Yes. There are several good health management verification programs available to Oklahoma producers. Many industry representatives are collaborating with OQBN to provide the industry with quality cattle that have several value-added attributes. If you are enrolled in another commercial program, you are likely still eligible to participate in OQBN. See OSU Fact Sheet ANSI-3288, “Marketing Opportunities Available to Oklahoma beef Cattle Producers”for the list of eligible programs.
Can I continue to use my existing protocol and still utilize the marketing options of the OQBN?
Yes. The OQBN Vac-45 program is “brand-neutral” meaning that you and your veterinarian select the vaccine products. OQBN has no specific vaccine requirements as long as one of the three vaccination options are followed and met. Most other health management verification program health protocols will meet the specifications of the OQBN requirements.

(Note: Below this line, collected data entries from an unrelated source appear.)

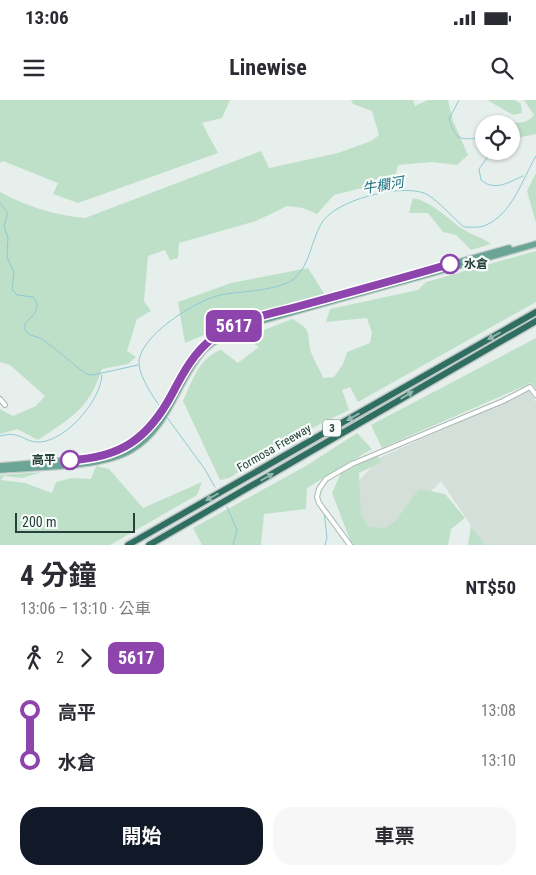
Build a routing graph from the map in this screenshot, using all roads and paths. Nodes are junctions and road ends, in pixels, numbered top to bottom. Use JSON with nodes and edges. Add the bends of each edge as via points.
{"nodes":[{"id":1,"x":536,"y":240,"type":"edge"},
{"id":2,"x":536,"y":244,"type":"edge"},
{"id":3,"x":393,"y":283,"type":"junction"},
{"id":4,"x":536,"y":312,"type":"edge"},
{"id":5,"x":536,"y":321,"type":"edge"},
{"id":6,"x":536,"y":395,"type":"edge"},
{"id":7,"x":0,"y":399,"type":"edge"},
{"id":8,"x":5,"y":405,"type":"dead end"},
{"id":9,"x":155,"y":426,"type":"junction"},
{"id":10,"x":0,"y":466,"type":"edge"},
{"id":11,"x":0,"y":470,"type":"edge"},
{"id":12,"x":128,"y":545,"type":"edge"},
{"id":13,"x":149,"y":545,"type":"edge"},
{"id":14,"x":350,"y":545,"type":"edge"}],
"edges":[{"from":1,"to":3,"type":"main road"},
{"from":2,"to":3,"type":"main road"},
{"from":3,"to":9,"type":"main road","via":[[243,326],[218,337],[198,358]]},
{"from":4,"to":12,"type":"highway","name":"Formosa Freeway","number":"3","one_way":true},
{"from":13,"to":5,"type":"highway","name":"Formosa Freeway","number":"3","one_way":true},
{"from":6,"to":14,"type":"street","via":[[530,387],[525,389],[352,464],[326,479],[319,489],[319,503]]},
{"from":7,"to":8,"type":"street"},
{"from":9,"to":10,"type":"main road","via":[[130,444],[105,456]]},
{"from":9,"to":11,"type":"main road","via":[[130,450],[100,461]]}]}
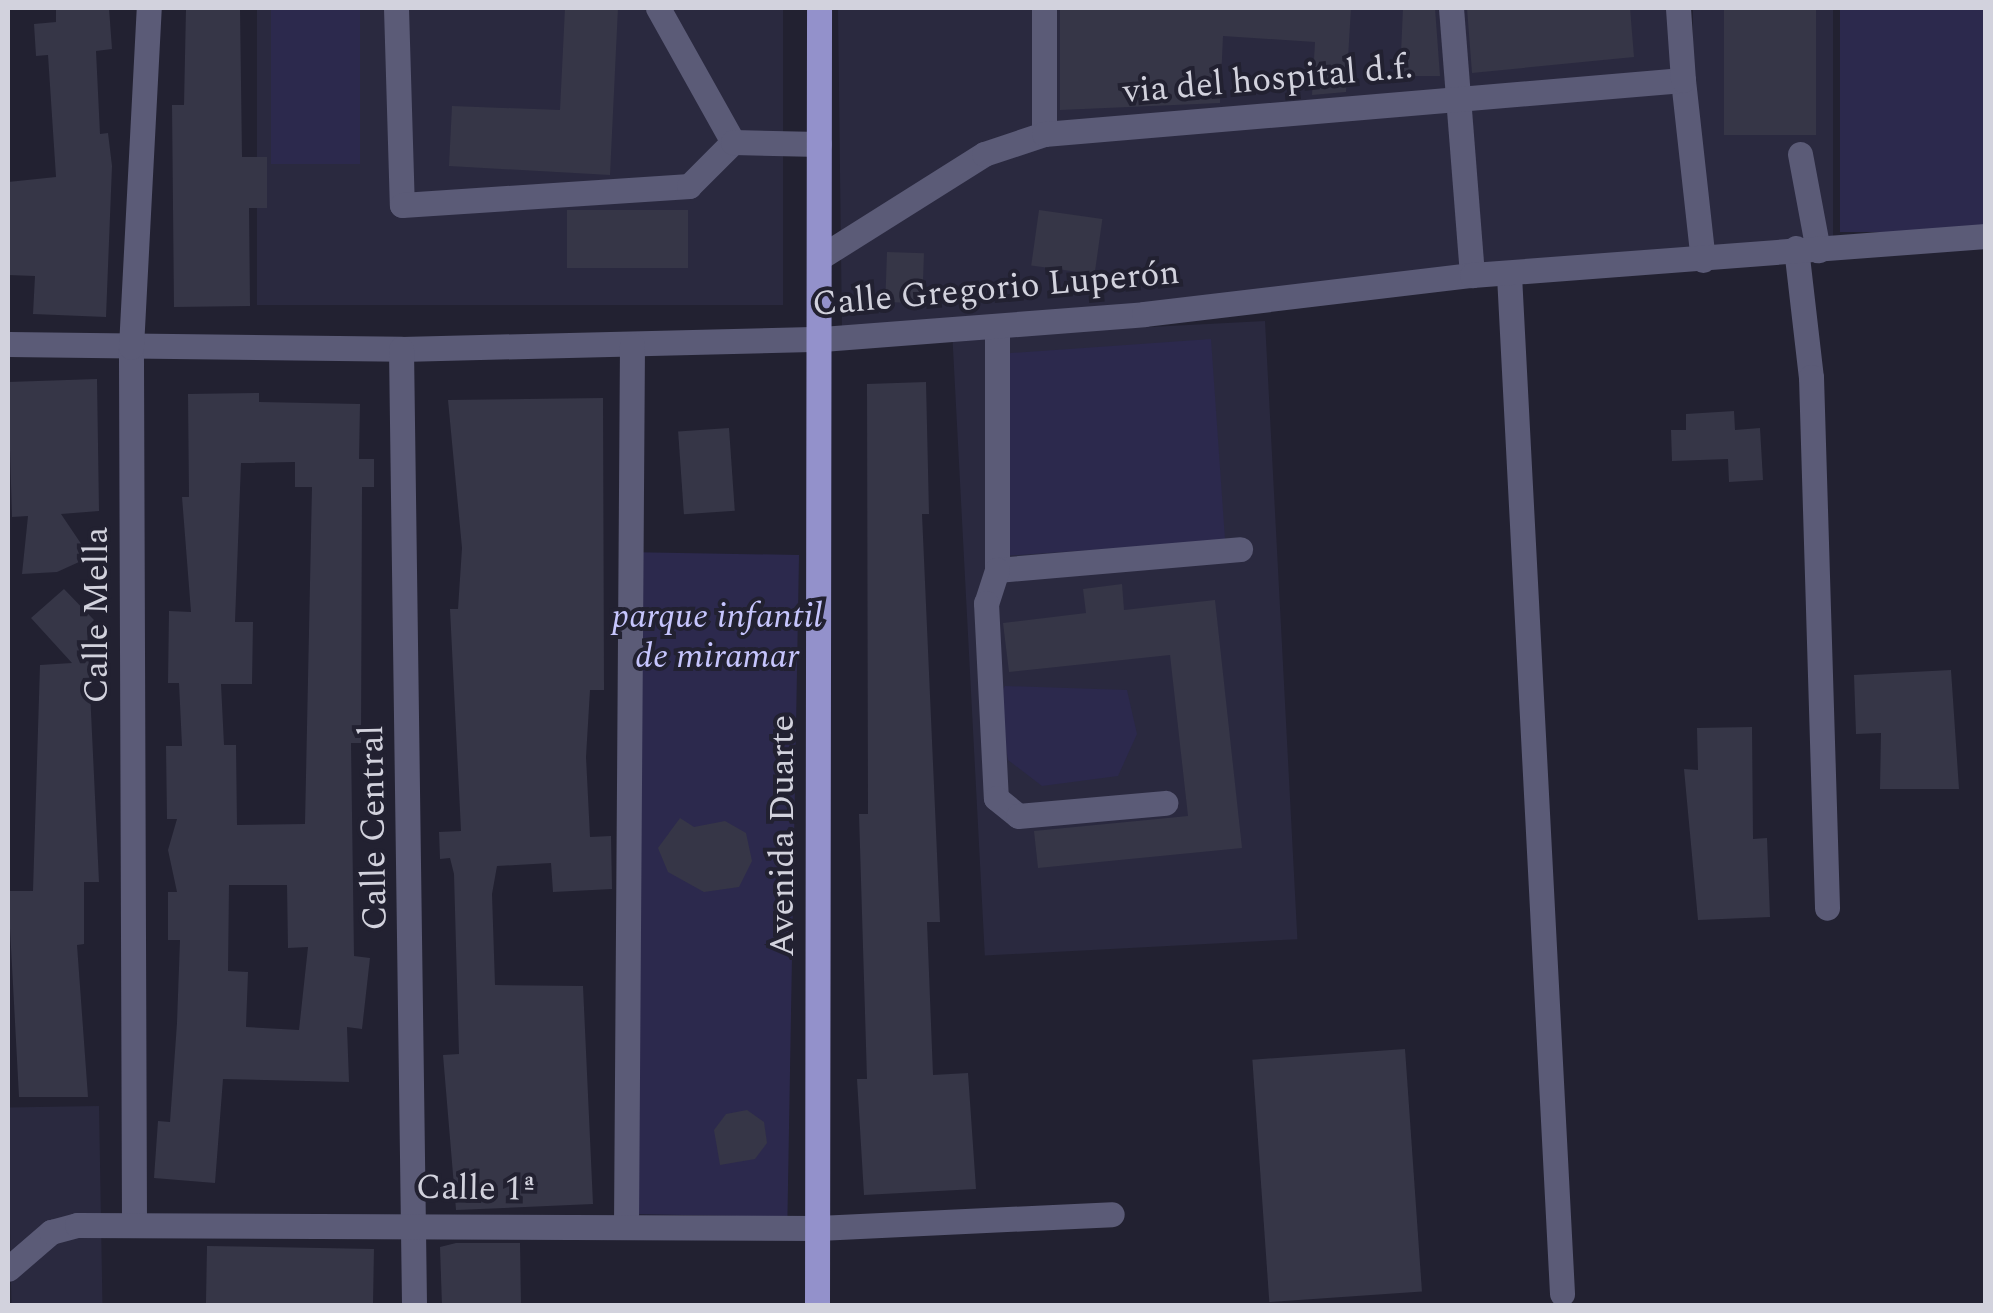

Is there a program compliant ear tag available for OQBN Vac-45?
Yes. An OQBN tag is required for all OQBN Vac-45 sales. However, other health management verification program compliant ear tags will qualify for participation as long as there is no duplication of tag numbers. There will be a minimal charge for the OQBN ear tag.
What are the OQBN Vac-45 marketing costs?
The only marketing costs associated with the OQBN Vac-45 are the regular marketing fees associated with the cooperating sale facility and the cost of the OQBN program compliant ear tag ($1.50 / tag). There are no additional fees for participation and no membership fee requirements.
Who determines the marketing costs?
The marketing costs are determined and set by the cooperating sale facility. There are no marketing fees associated with OQBN participation other than the regular commissions charged by the sale facility.
What is the OQBN Vac-45 enrollment process?
To enroll your cattle in the OQBN Vac-45, you must complete an enrollment form and submit it to the OQBN office. The information required on the enrollment form is producer contact information, number and sex of cattle, vaccination records, management practices and nutrition of the cattle. The enrollment process must be completed a minimum of 21 days prior to the sale date or shipping event.
What does third party verification mean?
Third-party verification is required for OQBN Vac-45 through a certified OQBN representative. The verification process requires the inspection of the cattle and verification of weaning, castration, dehorning, vaccination, and that all information on the enrollment form are complete.
Who will verify my cattle in the OQBN Vac-45 program?
A representative of OQBN will conduct the third party verification within 21 days of the sale date or shipping event.
Who is the OQBN representative?
Gant Mourer is the coordinator of the Oklahoma Quality Beef Network but it is a joint effort among all Oklahoma Cooperative Extension Personnel. OQBN representatives include county educators, area specialists, and state livestock specialists. The OQBN office is located at 201 Animal Science, Oklahoma State University, Stillwater, OK 74078. Gant can be contacted at GantM@okstate.edu or (405) 744-6060.
What does commingle mean?
To commingle means to mix or combine into a single unit. In relation to the OQBN Vac-45, some sales will commingle the cattle to put them into larger, more uniform lots for sale. Research has shown that buyers pay premiums for larger lots.
Do I have to commingle my cattle in order to participate in OQBN Vac-45?
No. If you do not want to commingle your cattle with other producer’s cattle, it is not required. Just notify the OQBN representative and/or the sale facility in advance of the sale.